Northern’s track and field future is looking bright and shiny with the team’s results at OFSAA in early June.
Grade 9s Max Davies and Phoebe Skipp both brought home metal from the meet at York University, and coach Michael Chapman couldn’t be more pleased.
“It draws interest in the sport,” he said, in a mid-June phone conversation. “The Grade 9 success draws more attention to the sport. Grade 10s will say, maybe I’ll do that next year. It’s a beacon to the incoming Grade 9s that, ‘Hey, I could do that too.’”
During the spring, students in the land of Red, Yellow and Blue, have their choice from soccer, rugby and ultimate frisbee. Often times, they’ll cross over and compete with the track team as well.

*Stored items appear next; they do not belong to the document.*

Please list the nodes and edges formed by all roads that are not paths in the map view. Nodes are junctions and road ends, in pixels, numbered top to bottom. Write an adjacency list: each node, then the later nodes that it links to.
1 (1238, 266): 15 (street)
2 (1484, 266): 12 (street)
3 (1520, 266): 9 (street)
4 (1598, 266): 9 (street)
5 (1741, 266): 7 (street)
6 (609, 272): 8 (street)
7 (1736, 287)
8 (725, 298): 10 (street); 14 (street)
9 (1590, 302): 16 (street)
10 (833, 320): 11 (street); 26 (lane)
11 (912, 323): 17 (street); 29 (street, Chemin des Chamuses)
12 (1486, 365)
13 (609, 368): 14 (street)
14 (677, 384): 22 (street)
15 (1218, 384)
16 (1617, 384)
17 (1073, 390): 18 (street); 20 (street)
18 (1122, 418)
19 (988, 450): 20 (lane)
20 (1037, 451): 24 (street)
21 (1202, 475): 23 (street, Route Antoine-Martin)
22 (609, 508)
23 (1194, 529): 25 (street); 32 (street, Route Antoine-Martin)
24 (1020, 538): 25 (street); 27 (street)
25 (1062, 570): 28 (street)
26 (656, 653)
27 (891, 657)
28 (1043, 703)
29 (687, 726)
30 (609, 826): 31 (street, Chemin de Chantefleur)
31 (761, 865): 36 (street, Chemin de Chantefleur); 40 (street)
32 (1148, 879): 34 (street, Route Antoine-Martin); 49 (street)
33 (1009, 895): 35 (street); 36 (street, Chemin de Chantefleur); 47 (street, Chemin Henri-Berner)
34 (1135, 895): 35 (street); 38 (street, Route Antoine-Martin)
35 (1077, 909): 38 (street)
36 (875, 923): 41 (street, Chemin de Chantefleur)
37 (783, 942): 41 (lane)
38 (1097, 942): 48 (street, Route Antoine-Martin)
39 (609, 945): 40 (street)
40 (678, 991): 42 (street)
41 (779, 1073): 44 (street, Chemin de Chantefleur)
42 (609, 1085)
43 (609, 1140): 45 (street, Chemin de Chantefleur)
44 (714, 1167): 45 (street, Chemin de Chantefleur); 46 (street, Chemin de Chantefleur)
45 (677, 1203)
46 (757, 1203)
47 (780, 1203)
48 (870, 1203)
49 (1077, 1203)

“There’s a lot of sharing of space on the field for practice times,” Chapman said. “There’s a lot of cross-training and playing.”
Still, Davies’ bronze in the midget boys 1500-metre and gold in the midget boys 3000-metre, as well as Skipp’s silver in the midget girls’ pole vault have boosted their confidence as well.
“It feels amazing. I wasn’t really expecting that much. It’s one of the best things that has happened,” Davies said, excitement evident in his voice on the phone. He finished the 3000-metre with a time of 8:57.74 and the 1500-metre with a time of 4:09.95.
He’s been training for four years out of the University of Toronto’s Track Club and has aspired to win an OFSAA medal since he was in Grade 8. He set a South Region best this season. Though he’s a middle-distance runner, thus the bronze in the 1500, he had a plan on how to win gold from fellow UTS athletics teammate, Roman Mironov.
“I knew what to expect from the other racers,” he said. “The person who finished second has been my biggest competition. My plan was to stick with him and save enough to kick it in at the end.”
As for Skipp, who is also a member at U of T’s Track Club, she made the jump from gymnastics into pole vault. Her best result was 2.9 metres. She finished second to another Torontonian, Isabelle Hill of Humberside Collegiate.
“It was my first year doing, it so it was a big accomplishment,” Skipp said. “I was a competitive gymnast for eight years.”
For her, Canadian Olympian, Alysha Newman is a role model.
“[Pole vaulting] is something new. There’s a challenge every practice. We have something new to work towards,” Skipp said.
The duo will be back next season looking to improve on their 2018 results.